Ônibus voltaram a circular no final da tarde desta sexta-feira, 11
Ônibus voltaram a circular no final da tarde desta sexta-feira, 11

Paralisação, que se prolongou por três dias, afetou cerca de 30 mil usuários. Transporte escolar, que também aderiu à greve, também volta à normalidade

Funcionários da concessionária do transporte urbano público municipal em Paulínia, a Passaredo, da Sancetur e da LLC, que operam parte do transporte escolar, anunciaram o fim da greve na tarde desta sexta-feira (11). A paralisação, que teve início na quarta-feira (9) havia sido motivada pela falta de pagamento do vale-refeição desde o dia 30 de outubro e de salários deste mês.

De acordo com o diretor do Sindicato dos Rodoviários em Paulínia, Braz Ferreira Barbosa, os trabalhadores ficaram de braços cruzados por três dias. A condição era que os valores fossem depositados em sua totalidade ou que um acordo fosse feito de maneira benéfica aos funcionários. “Ninguém trabalha sem receber. A paralisação foi uma maneira de protestar contra os atrasos no pagamento”, disse.

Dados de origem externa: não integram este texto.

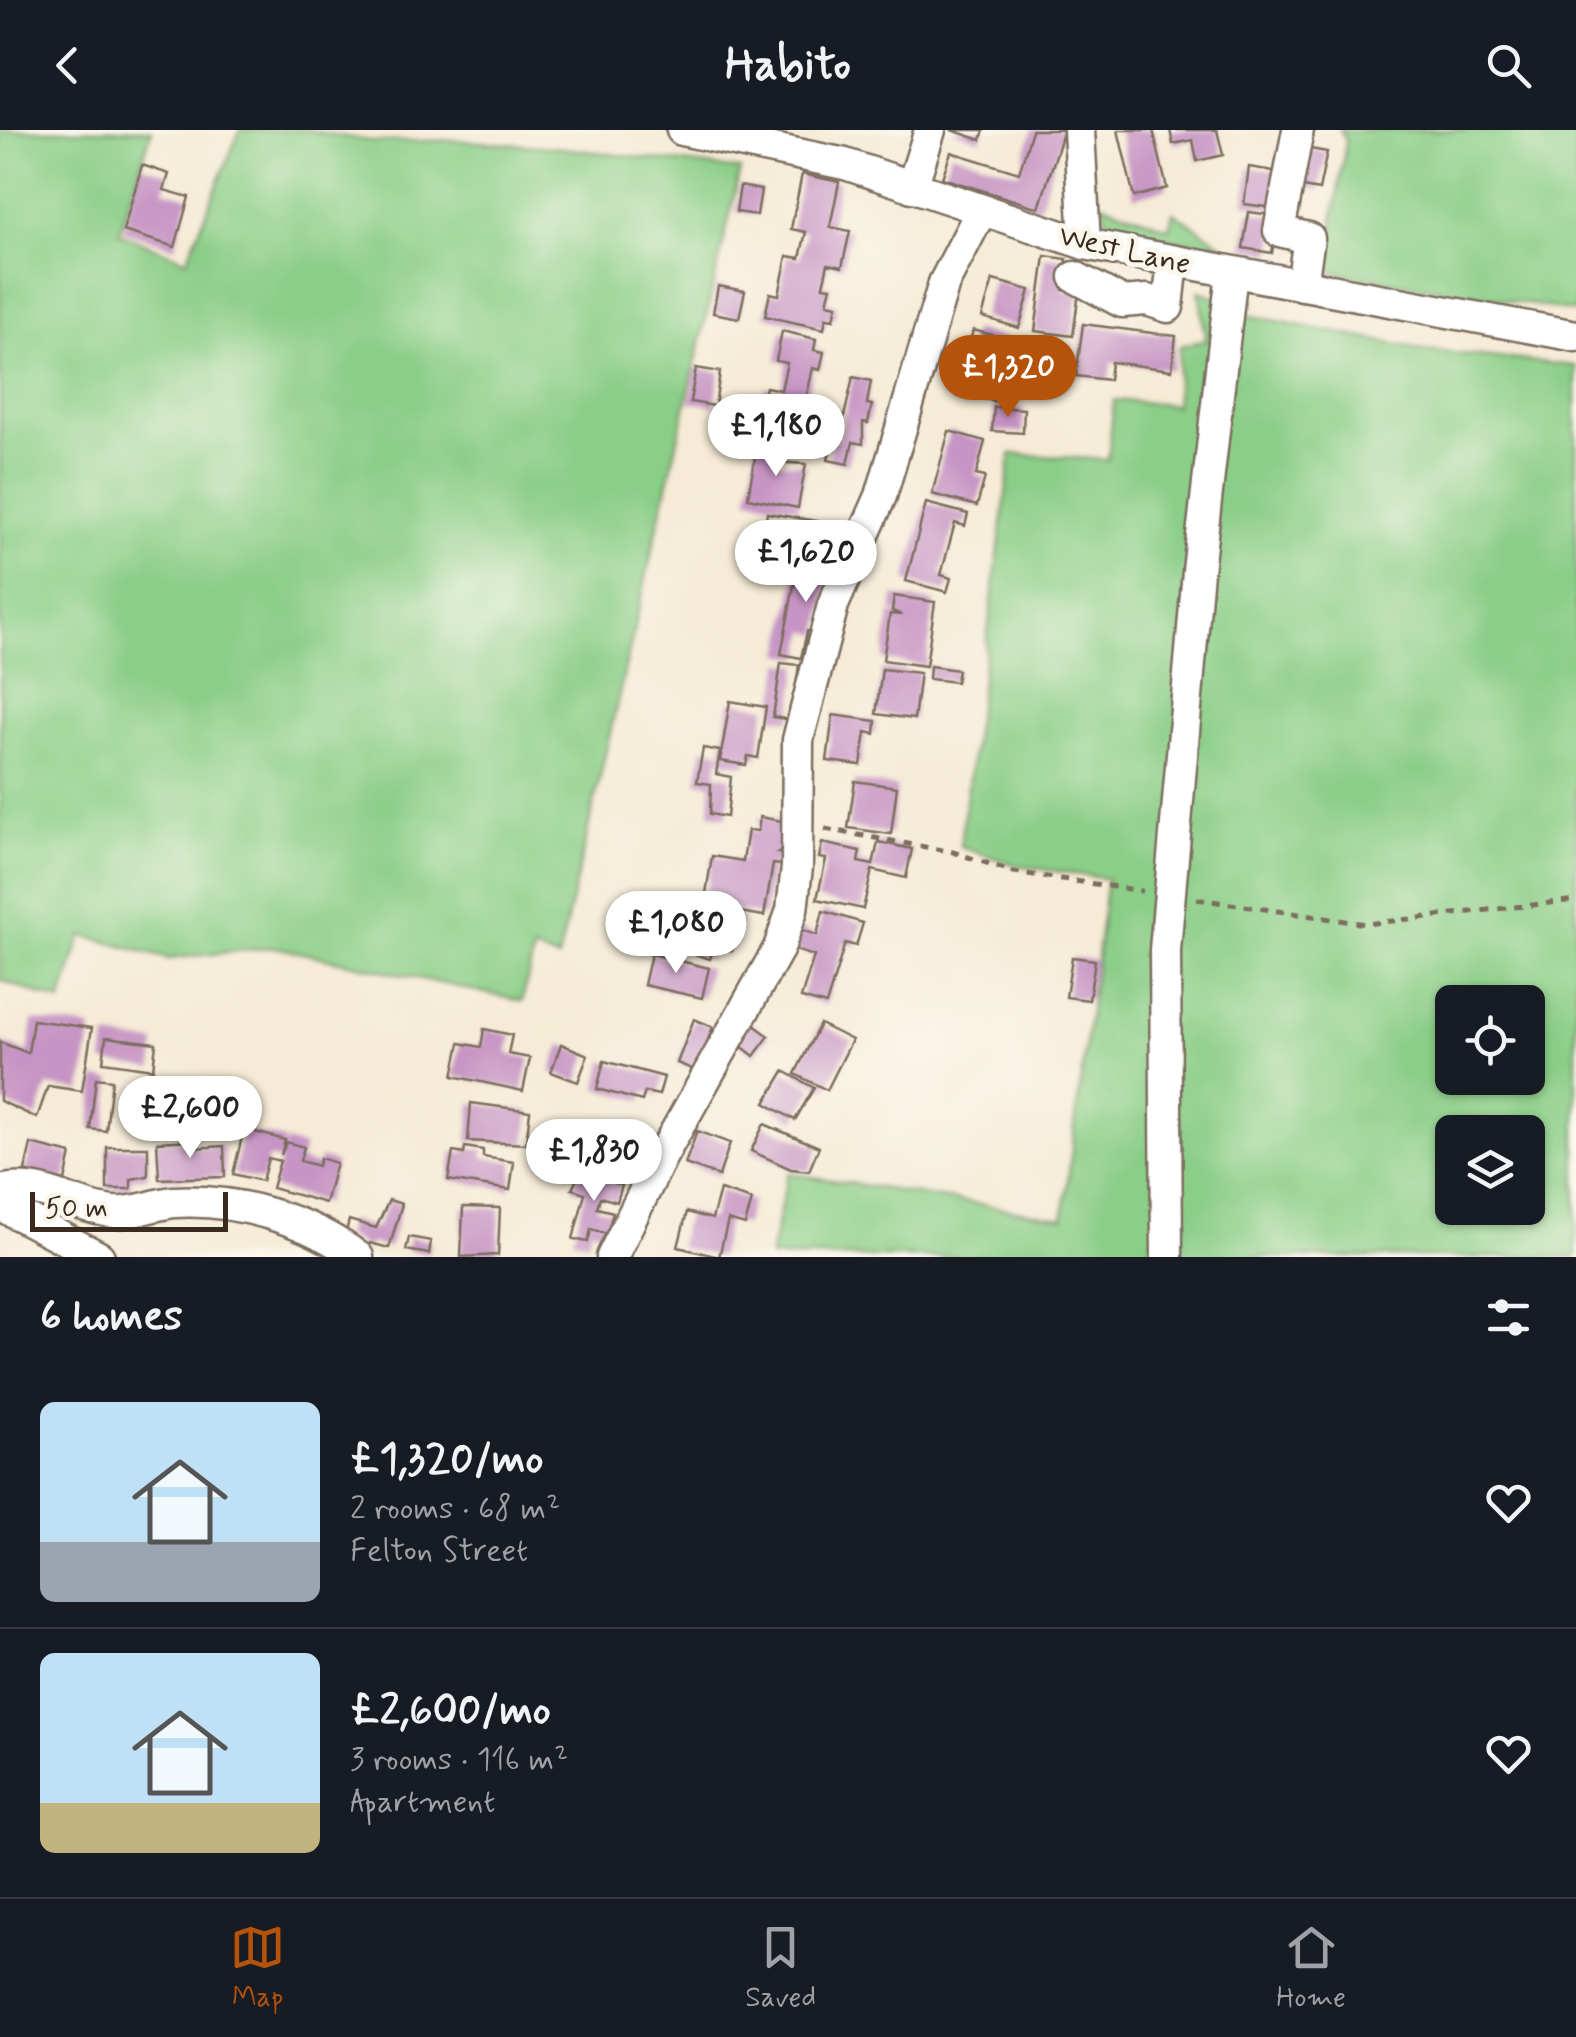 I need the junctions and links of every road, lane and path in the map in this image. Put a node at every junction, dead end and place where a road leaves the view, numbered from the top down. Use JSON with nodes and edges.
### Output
{"nodes":[{"id":1,"x":682,"y":130,"type":"edge"},
{"id":2,"x":930,"y":130,"type":"edge"},
{"id":3,"x":1079,"y":130,"type":"edge"},
{"id":4,"x":1298,"y":130,"type":"edge"},
{"id":5,"x":787,"y":140,"type":"edge"},
{"id":6,"x":912,"y":187,"type":"junction"},
{"id":7,"x":981,"y":212,"type":"junction"},
{"id":8,"x":1085,"y":244,"type":"junction"},
{"id":9,"x":1172,"y":261,"type":"junction"},
{"id":10,"x":1232,"y":272,"type":"junction"},
{"id":11,"x":1074,"y":277,"type":"dead end"},
{"id":12,"x":1302,"y":286,"type":"junction"},
{"id":13,"x":1576,"y":336,"type":"edge"},
{"id":14,"x":0,"y":1192,"type":"edge"},
{"id":15,"x":0,"y":1205,"type":"edge"},
{"id":16,"x":123,"y":1211,"type":"junction"},
{"id":17,"x":101,"y":1257,"type":"edge"},
{"id":18,"x":358,"y":1257,"type":"edge"},
{"id":19,"x":612,"y":1257,"type":"edge"},
{"id":20,"x":1167,"y":1257,"type":"edge"}],
"edges":[{"from":1,"to":5,"type":"street","name":"West Lane"},
{"from":2,"to":6,"type":"street"},
{"from":3,"to":8,"type":"street"},
{"from":4,"to":12,"type":"street"},
{"from":5,"to":6,"type":"street","name":"West Lane"},
{"from":6,"to":7,"type":"street","name":"West Lane"},
{"from":7,"to":8,"type":"street","name":"West Lane"},
{"from":7,"to":19,"type":"street"},
{"from":8,"to":9,"type":"street","name":"West Lane"},
{"from":9,"to":10,"type":"street","name":"West Lane"},
{"from":9,"to":11,"type":"street"},
{"from":10,"to":12,"type":"street","name":"West Lane"},
{"from":10,"to":20,"type":"street"},
{"from":12,"to":13,"type":"street","name":"West Lane"},
{"from":14,"to":16,"type":"street"},
{"from":15,"to":17,"type":"street"},
{"from":16,"to":17,"type":"street"},
{"from":16,"to":18,"type":"street"}]}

Essa é a terceira vez que motoristas e cobradores de ônibus da Passaredo e da Sancetur fazem greve neste ano. A primeira foi em julho passado e durou seis dias. No início de setembro, os trabalhadores voltaram a promover greves durante duas horas também por falta de pagamento de salários.
A paralisação afetou cerca de 30 mil usuários. Segundo nota da Prefeitura de Paulínia, o transporte escolar já havia voltado a atender a população, apenas a LLC, que opera parte desta categoria, ainda persistia na paralisação.

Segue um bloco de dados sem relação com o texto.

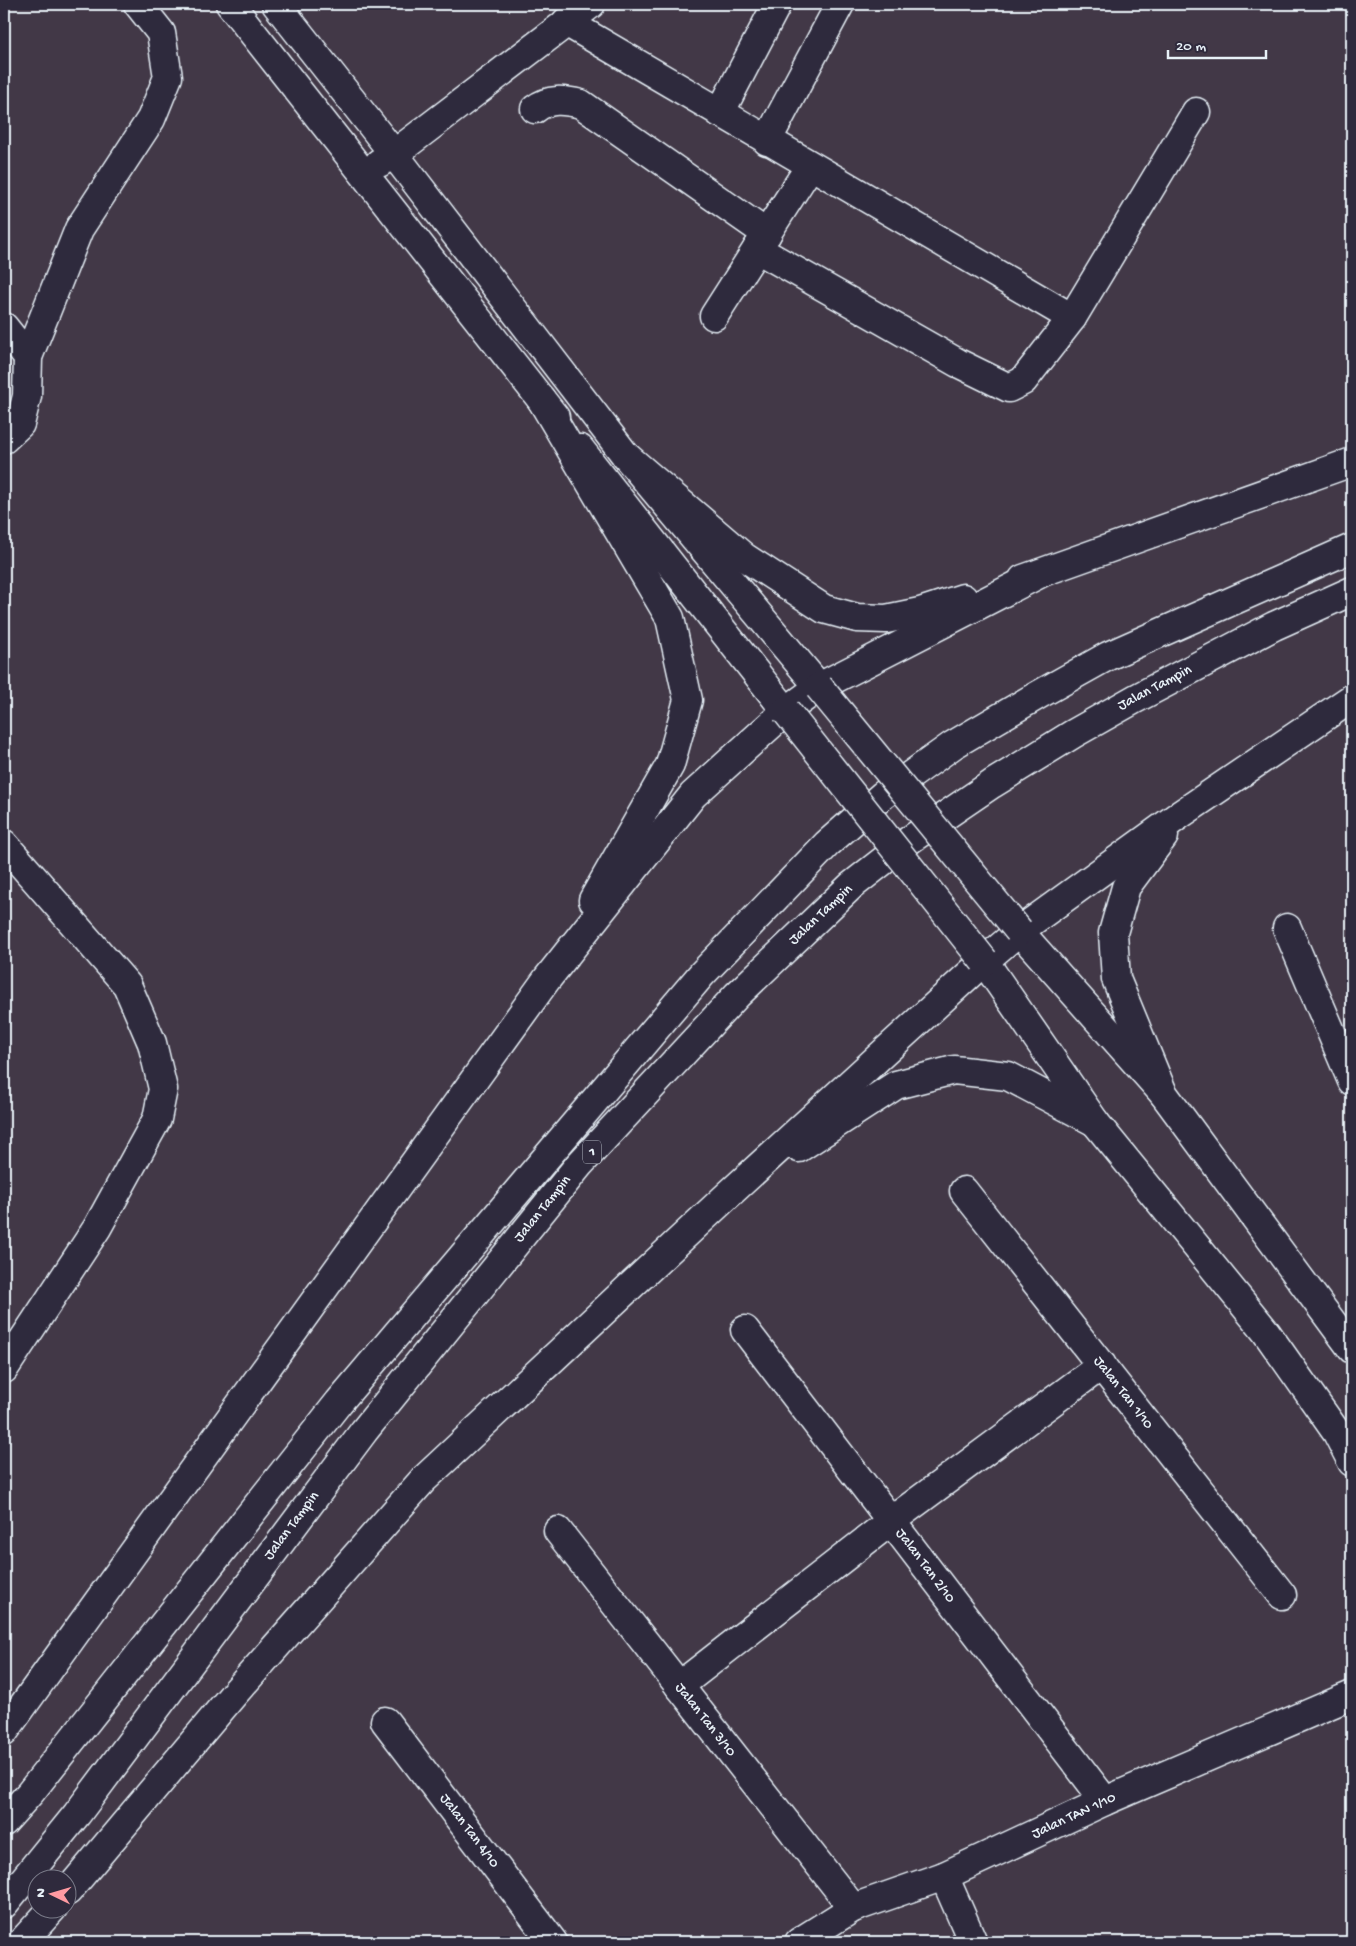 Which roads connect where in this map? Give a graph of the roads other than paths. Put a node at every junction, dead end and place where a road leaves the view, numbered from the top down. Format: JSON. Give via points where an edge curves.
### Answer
{"nodes":[{"id":1,"x":138,"y":4,"type":"edge"},
{"id":2,"x":230,"y":4,"type":"edge"},
{"id":3,"x":276,"y":4,"type":"edge"},
{"id":4,"x":591,"y":4,"type":"edge"},
{"id":5,"x":777,"y":4,"type":"edge"},
{"id":6,"x":840,"y":4,"type":"edge"},
{"id":7,"x":566,"y":22,"type":"junction"},
{"id":8,"x":535,"y":109,"type":"dead end"},
{"id":9,"x":1196,"y":112,"type":"dead end"},
{"id":10,"x":720,"y":113,"type":"junction"},
{"id":11,"x":767,"y":141,"type":"junction"},
{"id":12,"x":394,"y":154,"type":"junction"},
{"id":13,"x":810,"y":166,"type":"junction"},
{"id":14,"x":363,"y":173,"type":"junction"},
{"id":15,"x":762,"y":241,"type":"junction"},
{"id":16,"x":714,"y":316,"type":"dead end"},
{"id":17,"x":1072,"y":318,"type":"junction"},
{"id":18,"x":4,"y":327,"type":"edge"},
{"id":19,"x":28,"y":357,"type":"junction"},
{"id":20,"x":541,"y":399,"type":"junction"},
{"id":21,"x":4,"y":438,"type":"edge"},
{"id":22,"x":626,"y":456,"type":"junction"},
{"id":23,"x":1352,"y":462,"type":"edge"},
{"id":24,"x":1352,"y":548,"type":"edge"},
{"id":25,"x":1041,"y":573,"type":"junction"},
{"id":26,"x":1352,"y":591,"type":"edge"},
{"id":27,"x":818,"y":687,"type":"junction"},
{"id":28,"x":1352,"y":698,"type":"edge"},
{"id":29,"x":786,"y":711,"type":"junction"},
{"id":30,"x":898,"y":784,"type":"junction"},
{"id":31,"x":1178,"y":816,"type":"junction"},
{"id":32,"x":4,"y":845,"type":"edge"},
{"id":33,"x":1287,"y":928,"type":"dead end"},
{"id":34,"x":1019,"y":931,"type":"junction"},
{"id":35,"x":984,"y":961,"type":"junction"},
{"id":36,"x":547,"y":979,"type":"junction"},
{"id":37,"x":1352,"y":1081,"type":"edge"},
{"id":38,"x":1163,"y":1093,"type":"junction"},
{"id":39,"x":1095,"y":1122,"type":"junction"},
{"id":40,"x":964,"y":1191,"type":"dead end"},
{"id":41,"x":728,"y":1195,"type":"junction"},
{"id":42,"x":745,"y":1330,"type":"dead end"},
{"id":43,"x":1352,"y":1349,"type":"edge"},
{"id":44,"x":1102,"y":1365,"type":"junction"},
{"id":45,"x":4,"y":1370,"type":"edge"},
{"id":46,"x":1352,"y":1462,"type":"edge"},
{"id":47,"x":891,"y":1521,"type":"junction"},
{"id":48,"x":558,"y":1531,"type":"dead end"},
{"id":49,"x":1282,"y":1595,"type":"dead end"},
{"id":50,"x":679,"y":1686,"type":"junction"},
{"id":51,"x":1352,"y":1695,"type":"edge"},
{"id":52,"x":385,"y":1721,"type":"dead end"},
{"id":53,"x":4,"y":1732,"type":"edge"},
{"id":54,"x":1105,"y":1801,"type":"junction"},
{"id":55,"x":4,"y":1822,"type":"edge"},
{"id":56,"x":944,"y":1876,"type":"junction"},
{"id":57,"x":78,"y":1879,"type":"edge"},
{"id":58,"x":4,"y":1904,"type":"edge"},
{"id":59,"x":853,"y":1908,"type":"junction"},
{"id":60,"x":44,"y":1918,"type":"edge"},
{"id":61,"x":22,"y":1942,"type":"edge"},
{"id":62,"x":553,"y":1942,"type":"edge"},
{"id":63,"x":799,"y":1942,"type":"edge"},
{"id":64,"x":973,"y":1942,"type":"edge"}],
"edges":[{"from":1,"to":19,"type":"main road","via":[[161,34],[168,77],[152,119],[80,229]]},
{"from":2,"to":14,"type":"main road"},
{"from":3,"to":12,"type":"main road"},
{"from":4,"to":7,"type":"main road"},
{"from":5,"to":10,"type":"main road"},
{"from":6,"to":11,"type":"main road"},
{"from":7,"to":10,"type":"main road"},
{"from":7,"to":12,"type":"main road"},
{"from":8,"to":15,"type":"main road","via":[[542,103],[562,100],[581,104]]},
{"from":9,"to":17,"type":"main road"},
{"from":10,"to":11,"type":"main road"},
{"from":11,"to":13,"type":"main road"},
{"from":12,"to":14,"type":"main road"},
{"from":12,"to":22,"type":"main road"},
{"from":13,"to":15,"type":"main road"},
{"from":13,"to":17,"type":"main road"},
{"from":14,"to":20,"type":"main road"},
{"from":15,"to":16,"type":"main road"},
{"from":15,"to":17,"type":"main road","via":[[958,363],[1009,388],[1023,381]]},
{"from":18,"to":19,"type":"main road"},
{"from":19,"to":21,"type":"main road","via":[[27,396],[20,424]]},
{"from":20,"to":29,"type":"main road"},
{"from":20,"to":36,"type":"main road","via":[[670,618],[688,700],[670,765]]},
{"from":22,"to":25,"type":"main road","via":[[744,557],[824,609],[857,618],[886,619],[920,612]]},
{"from":22,"to":27,"type":"main road"},
{"from":23,"to":25,"type":"main road"},
{"from":24,"to":30,"type":"main road","name":"Jalan Tampin","number":"1","via":[[1108,656],[953,745]]},
{"from":25,"to":27,"type":"main road"},
{"from":26,"to":58,"type":"main road","name":"Jalan Tampin","number":"1","via":[[1274,626],[1135,699],[992,784],[911,839],[851,886],[737,995],[579,1166],[364,1430],[77,1814]]},
{"from":27,"to":29,"type":"main road"},
{"from":27,"to":30,"type":"main road","bridge":true},
{"from":28,"to":31,"type":"main road"},
{"from":29,"to":35,"type":"main road","bridge":true},
{"from":29,"to":36,"type":"main road","via":[[693,795]]},
{"from":30,"to":34,"type":"main road","bridge":true},
{"from":30,"to":55,"type":"main road","name":"Jalan Tampin","number":"1","via":[[827,844],[702,974],[339,1402]]},
{"from":31,"to":34,"type":"main road"},
{"from":31,"to":38,"type":"main road","via":[[1126,887],[1113,933],[1116,979]]},
{"from":32,"to":45,"type":"main road","via":[[127,985],[152,1043],[163,1089],[158,1120],[97,1228]]},
{"from":33,"to":37,"type":"main road"},
{"from":34,"to":35,"type":"main road"},
{"from":34,"to":38,"type":"main road"},
{"from":35,"to":39,"type":"main road"},
{"from":35,"to":41,"type":"main road"},
{"from":36,"to":53,"type":"main road"},
{"from":38,"to":43,"type":"main road"},
{"from":39,"to":41,"type":"main road","via":[[1008,1076],[954,1070],[896,1084]]},
{"from":39,"to":46,"type":"main road","via":[[1266,1332],[1337,1434]]},
{"from":40,"to":44,"type":"main road","name":"Jalan Tan 1/10"},
{"from":41,"to":57,"type":"main road","via":[[423,1480]]},
{"from":42,"to":47,"type":"main road","name":"Jalan Tan 2/10"},
{"from":44,"to":47,"type":"main road"},
{"from":44,"to":49,"type":"main road","name":"Jalan Tan 1/10"},
{"from":47,"to":50,"type":"main road"},
{"from":47,"to":54,"type":"main road","name":"Jalan Tan 2/10"},
{"from":48,"to":50,"type":"main road","name":"Jalan Tan 3/10"},
{"from":50,"to":59,"type":"main road","name":"Jalan Tan 3/10"},
{"from":51,"to":54,"type":"main road","name":"Jalan TAN 1/10"},
{"from":52,"to":62,"type":"main road","name":"Jalan Tan 4/10"},
{"from":54,"to":56,"type":"main road","name":"Jalan TAN 1/10"},
{"from":56,"to":59,"type":"main road","name":"Jalan TAN 1/10"},
{"from":56,"to":64,"type":"main road"},
{"from":59,"to":63,"type":"main road","name":"Jalan TAN 1/10"},
{"from":60,"to":61,"type":"main road"}]}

“Precisa haver outra maneira de protestar. Nós, que não temos nada a ver com isso, é que somos os maiores prejudicados. É complicado isso”, disse a auxiliar de serviços gerais Fatima Alves de Aquino, que utiliza o transporte coletivo todos os dias para trabalhar.
A estudante Samantha de Oliveira Cruz, ficou aliviada com a notícia sobre o fim da greve. “Ainda bem. É muito ruim você ir ao ponto de ônibus sem saber se ele vai passar ou não ou ficar dependendo de carona”.
Para o cozinheiro Luiz Maciel, a paralisação foi justa. “Precisa analisar o lado dos funcionários também. Trabalhar e não ter o salário em dia não é justo. Esta é a única maneira que eles têm para exigir o direito deles”, finalizou.